O país transformou-se no primeiro do mundo a proibir a fabricação e venda de cigarros com quaisquer aditivos que modifiquem seu sabor. Um decreto da Agência Nacional de Vigilância Sanitária (Anvisa), de março de 2012, colocou prazo de um ano e meio para que a fabricação deles parasse. O prazo venceu, mas nada mudou. Isso porque o Supremo Tribunal Federal (STF) emitiu uma liminar que cancelou a medida temporariamente — até o fechamento desta edição não havia decisão final. Antes, a própria Anvisa já havia atendido apelo da indústria e liberado parte dos aditivos por um ano.

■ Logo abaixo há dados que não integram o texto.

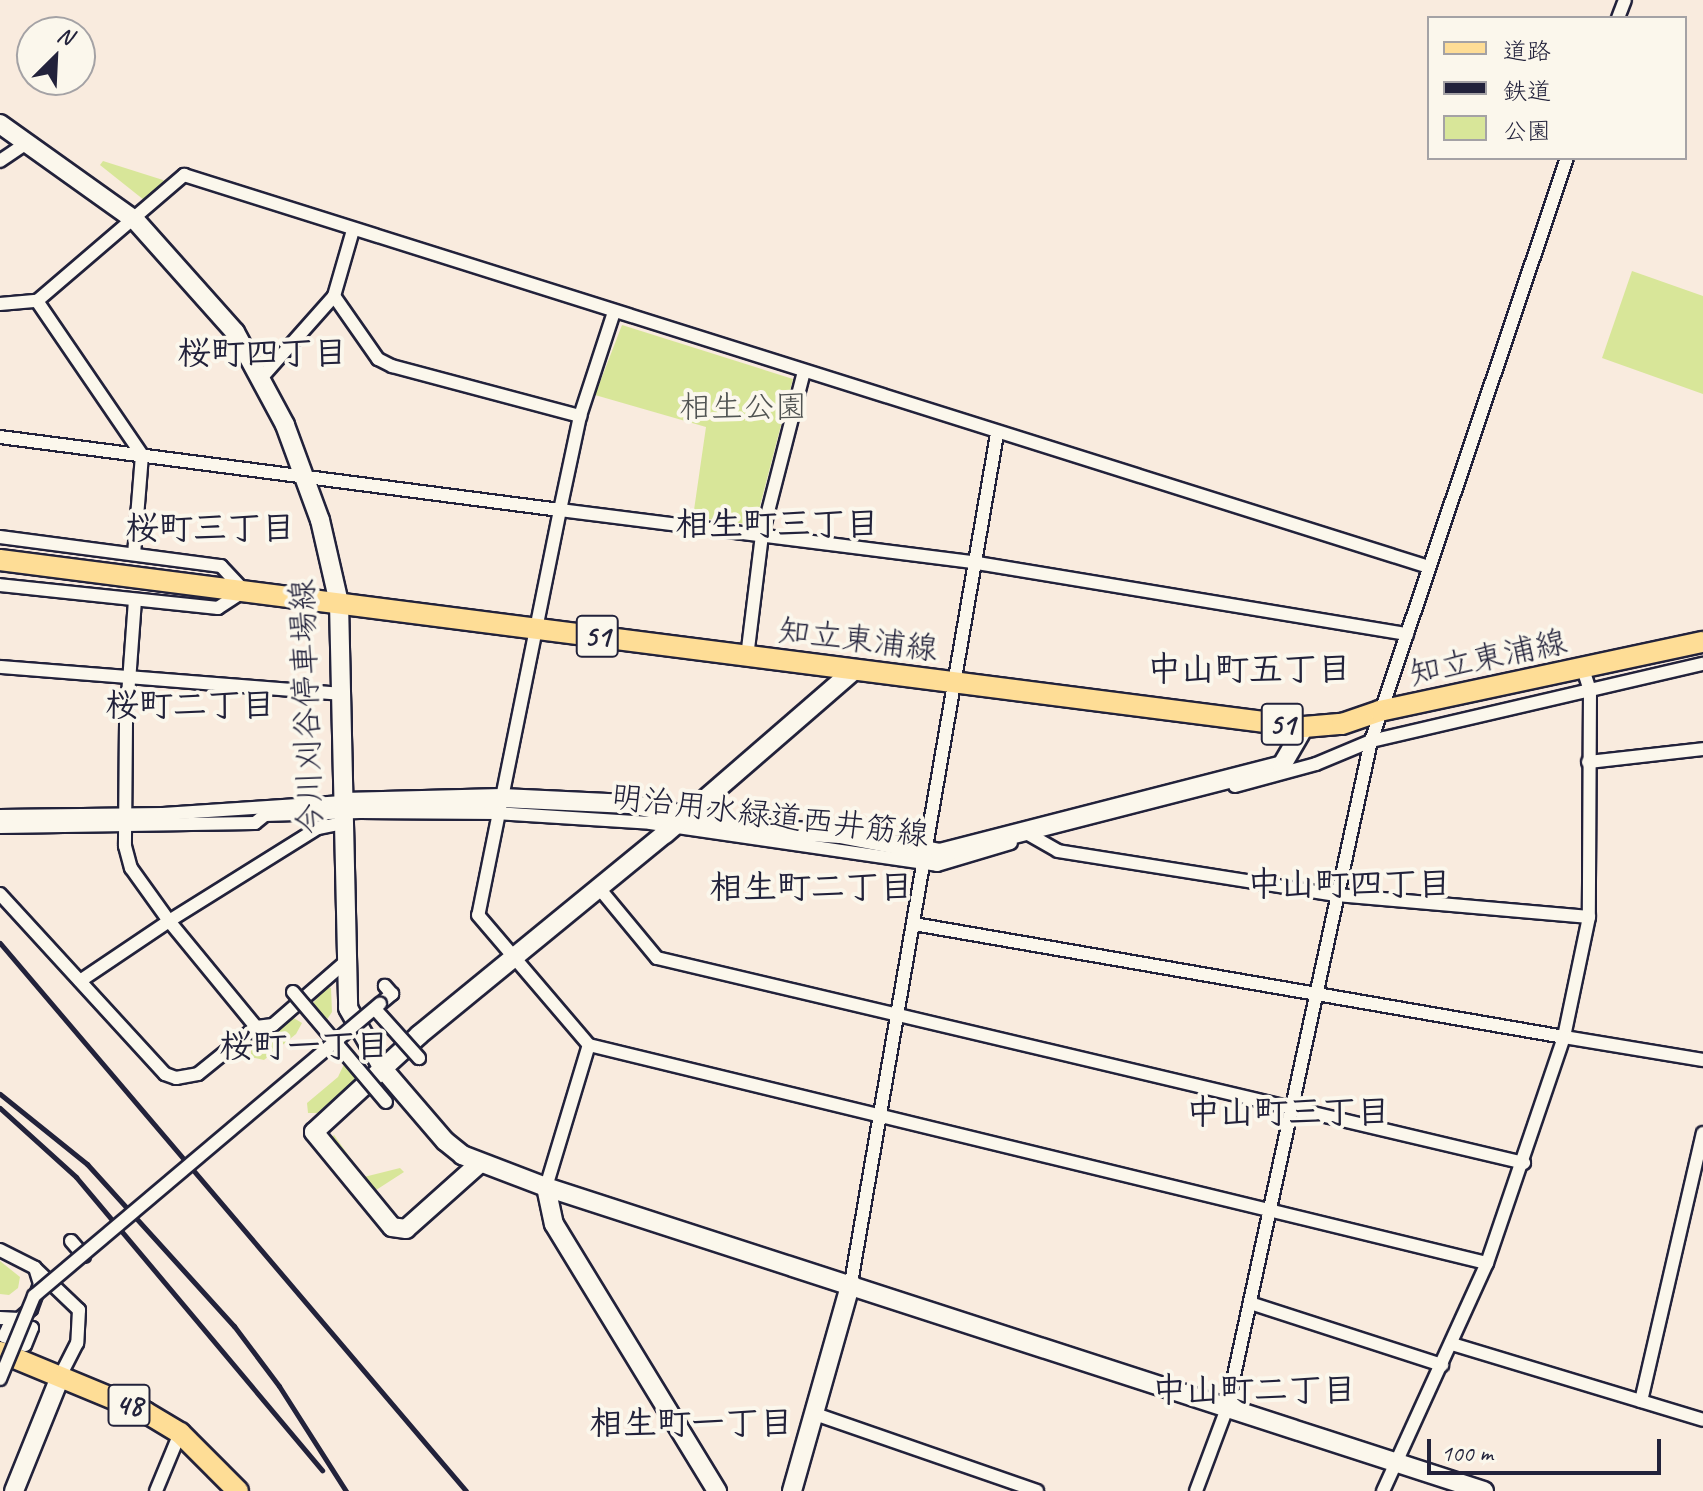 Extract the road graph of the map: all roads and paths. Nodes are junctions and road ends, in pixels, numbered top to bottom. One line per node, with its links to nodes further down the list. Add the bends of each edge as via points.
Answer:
1 (0, 124): 2 (street, 今川刈谷停車場線)
2 (28, 142): 4 (street); 5 (street, 今川刈谷停車場線)
3 (1566, 160): 24 (street)
4 (0, 161)
5 (136, 221): 6 (street, via 184,175); 8 (street); 12 (street, 今川刈谷停車場線, via 203,292)
6 (353, 230): 7 (street); 10 (street)
7 (334, 296): 12 (street); 13 (street, via 378,359 392,366)
8 (37, 301): 9 (street); 16 (street)
9 (0, 304)
10 (614, 312): 11 (street); 13 (street)
11 (804, 371): 14 (street); 19 (street)
12 (263, 376): 17 (street, 今川刈谷停車場線)
13 (580, 416): 18 (street)
14 (997, 434): 23 (street); 24 (street)
15 (0, 437): 16 (street)
16 (142, 455): 17 (street); 21 (street)
17 (307, 476): 18 (street); 28 (street, 今川刈谷停車場線)
18 (560, 510): 19 (street); 29 (street)
19 (762, 535): 23 (street); 32 (street)
20 (0, 537): 21 (street)
21 (134, 554): 26 (street, via 221,566)
22 (0, 560): 26 (main road, 知立東浦線 / 51)
23 (977, 563): 30 (street); 38 (street)
24 (1429, 567): 30 (street)
25 (0, 585): 27 (street)
26 (244, 591): 27 (street, via 218,608); 28 (main road, 知立東浦線 / 51)
27 (135, 600): 37 (street)
28 (339, 603): 29 (main road, 知立東浦線 / 51); 40 (street, 今川刈谷停車場線)
29 (539, 628): 32 (main road, 知立東浦線 / 51); 46 (street)
30 (1407, 634): 41 (street)
31 (1703, 642): 35 (main road, 知立東浦線 / 51)
32 (747, 657): 36 (main road, 知立東浦線 / 51)
33 (1703, 664): 39 (street)
34 (0, 667): 37 (street)
35 (1583, 669): 39 (street); 41 (main road, 知立東浦線 / 51)
36 (854, 670): 38 (main road, 知立東浦線 / 51); 50 (street)
37 (130, 678): 40 (street); 49 (street)
38 (956, 683): 42 (main road, 知立東浦線 / 51); 53 (street)
39 (1590, 691): 43 (street); 45 (street)
40 (343, 694): 47 (street, 今川刈谷停車場線)
41 (1380, 711): 42 (main road, 知立東浦線 / 51, via 1342,724); 43 (street)
42 (1304, 727): 52 (street, via 1282,765)
43 (1371, 741): 52 (street, via 1290,773); 56 (street)
44 (1703, 749): 45 (street)
45 (1588, 762): 57 (street)
46 (499, 806): 47 (street); 50 (street, via 629,804); 60 (street, via 478,915)
47 (343, 813): 49 (street); 58 (street); 61 (street, 今川刈谷停車場線)
48 (0, 816): 49 (street)
49 (124, 821): 51 (street); 58 (street, via 131,868)
50 (678, 822): 53 (street); 54 (street)
51 (0, 827)
52 (1028, 834): 53 (street); 56 (street, via 1058,851)
53 (926, 856): 59 (street)
54 (599, 888): 60 (street); 67 (street, via 657,958)
55 (0, 894): 62 (street)
56 (1337, 895): 57 (street); 65 (street)
57 (1589, 917): 69 (street)
58 (169, 921): 62 (street); 68 (street)
59 (914, 924): 65 (street); 67 (street)
60 (515, 958): 71 (street); 74 (street)
61 (344, 963): 68 (street, via 273,1025); 74 (street, 今川刈谷停車場線, via 348,1008)
62 (80, 981): 68 (street, via 165,1074 188,1079)
63 (385, 986): 66 (street, via 392,994)
64 (293, 992): 70 (street, bridge)
65 (1315, 997): 69 (street); 76 (street)
66 (375, 1009): 70 (street, bridge); 72 (street, bridge)
67 (899, 1014): 76 (street); 77 (street)
68 (256, 1027)
69 (1564, 1037): 73 (street); 80 (street)
70 (336, 1042): 75 (street, bridge); 85 (street, bridge)
71 (589, 1045): 77 (street); 81 (street)
72 (419, 1058)
73 (1703, 1060)
74 (384, 1070): 79 (street, 今川刈谷停車場線, via 445,1141); 79 (street, via 314,1132 392,1227 406,1229)
75 (386, 1102)
76 (1289, 1108): 80 (street); 82 (street)
77 (880, 1115): 82 (street); 88 (street)
78 (1703, 1133): 96 (street)
79 (480, 1163): 81 (street, 今川刈谷停車場線)
80 (1524, 1163): 86 (street)
81 (546, 1187): 88 (street, 今川刈谷停車場線); 105 (street, via 554,1224)
82 (1266, 1211): 86 (street); 89 (street)
83 (71, 1241): 85 (street)
84 (0, 1250): 87 (street)
85 (84, 1256): 95 (street, bridge, via 34,1296)
86 (1487, 1263): 91 (street)
87 (35, 1268): 90 (street, via 40,1284 31,1309); 94 (street, via 79,1310 77,1343)
88 (851, 1283): 97 (street, 今川刈谷停車場線); 98 (street)
89 (1250, 1303): 93 (street); 97 (street)
90 (4, 1323)
91 (1452, 1344): 93 (street); 96 (street)
92 (0, 1352): 94 (main road, 48)
93 (1442, 1365): 101 (street)
94 (60, 1377): 100 (main road, 48, via 145,1412); 102 (street)
95 (0, 1379)
96 (1641, 1401): 99 (street)
97 (1227, 1408): 101 (street, 今川刈谷停車場線); 108 (street)
98 (815, 1414): 106 (street); 107 (street)
99 (1703, 1420)
100 (180, 1433): 103 (street); 104 (main road, 48)
101 (1398, 1462): 109 (street); 110 (street, 今川刈谷停車場線)
102 (14, 1491)
103 (156, 1491)
104 (238, 1491)
105 (717, 1491)
106 (792, 1491)
107 (1037, 1491)
108 (1196, 1491)
109 (1383, 1491)
110 (1484, 1491)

A ideia de barrar o sabor no cigarro não é brasileira, faz parte das recomendações da Convenção Quadro, um tratado internacional proposto pela Organização Mundial da Saúde (OMS) em vigor desde 2005. A intenção é dificultar a iniciação no tabagismo. Pesquisa do Instituto Nacional do Câncer (Inca) aponta que 45% dos fumantes de 13 a 15 anos usam versões com sabor, como as mentoladas ou de cravo. Mas a proibição vai além dessas versões, que são 3% do mercado. Os produtos a serem banidos, de acordo com a indústria, estão em 99% dos cigarros.
O PAPEL DOS ADITIVOS
Na lista de 600 aditivos da Anvisa estão substâncias como mentol, extratos de cacau, de café e figo. “Elas tornam os cigarros mais atraentes e menos difíceis de serem experimentados, induzindo à iniciação”, afirma Vera Luiza da Costa e Silva, pesquisadora da Fiocruz.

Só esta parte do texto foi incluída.